Just like the first show I recapped for this blog, I was climbing to my nosebleed seat (second row from the back) when the band fired up the first tune. That time, “The Curtain With.” This time, “Free.” While the former is certainly more “special,” I haven’t been to a Phish show in two years. Getting to settle back in and open a run with “Free,” a reliable tune with meaningful lyrics, was touching.
The performance itself would set the stage for the rest of the set: the peaks weren’t especially high, but the tune featured creative moments of full-band interplay. Trey abandoning his typical chords, and while Mike took his typical lead part, he soon faded into the back to let the new jam evolve. Fishman followed some funk with a little stop-start section, which dropped straight into the traditional turnaround. Was it revolutionary? No. But I remain grateful for a band that will put in that effort on a twenty-nine year old song from which nobody expects much.

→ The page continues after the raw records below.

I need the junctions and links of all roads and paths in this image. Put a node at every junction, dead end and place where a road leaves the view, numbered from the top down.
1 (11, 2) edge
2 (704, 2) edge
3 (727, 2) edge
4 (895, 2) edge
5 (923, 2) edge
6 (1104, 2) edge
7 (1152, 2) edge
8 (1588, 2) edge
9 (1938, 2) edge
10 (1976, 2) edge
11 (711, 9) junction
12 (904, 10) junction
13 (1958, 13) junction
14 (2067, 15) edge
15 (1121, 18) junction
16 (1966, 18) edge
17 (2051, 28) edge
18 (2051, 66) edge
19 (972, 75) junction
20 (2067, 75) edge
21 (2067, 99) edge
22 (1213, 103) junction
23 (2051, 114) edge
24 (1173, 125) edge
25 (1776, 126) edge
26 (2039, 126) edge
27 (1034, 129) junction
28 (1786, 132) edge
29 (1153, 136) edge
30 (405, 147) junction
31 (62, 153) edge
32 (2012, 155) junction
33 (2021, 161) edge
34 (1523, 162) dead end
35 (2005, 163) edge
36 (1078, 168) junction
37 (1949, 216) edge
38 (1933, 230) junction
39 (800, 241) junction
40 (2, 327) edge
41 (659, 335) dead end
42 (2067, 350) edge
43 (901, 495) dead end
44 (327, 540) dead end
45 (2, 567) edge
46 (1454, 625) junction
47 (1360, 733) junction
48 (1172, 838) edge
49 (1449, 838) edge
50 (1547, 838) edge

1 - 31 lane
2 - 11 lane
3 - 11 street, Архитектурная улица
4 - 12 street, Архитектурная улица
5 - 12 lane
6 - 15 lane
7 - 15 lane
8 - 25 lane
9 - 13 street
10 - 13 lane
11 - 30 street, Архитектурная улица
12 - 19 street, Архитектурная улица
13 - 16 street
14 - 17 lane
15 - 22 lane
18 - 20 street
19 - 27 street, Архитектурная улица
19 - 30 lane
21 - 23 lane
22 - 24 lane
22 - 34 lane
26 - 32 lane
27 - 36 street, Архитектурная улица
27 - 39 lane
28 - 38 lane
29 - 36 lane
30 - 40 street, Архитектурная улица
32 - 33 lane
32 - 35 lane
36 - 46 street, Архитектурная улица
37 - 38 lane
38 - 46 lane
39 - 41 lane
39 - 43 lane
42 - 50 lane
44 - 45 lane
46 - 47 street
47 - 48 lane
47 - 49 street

“Rift” followed, with Page dropping into his solo with gusto. Then: “Spanish Moon.” (Perhaps for the Spanish Moss that grows in Charleston? Okay, probably not.) The LivePhish recording never does justice to moments like this, but the room erupted. The fourth “Spanish Moon” performance was good fun, with Trey quoting the melody in his solo to prevent the song from slipping into another generic midtempo funk jam.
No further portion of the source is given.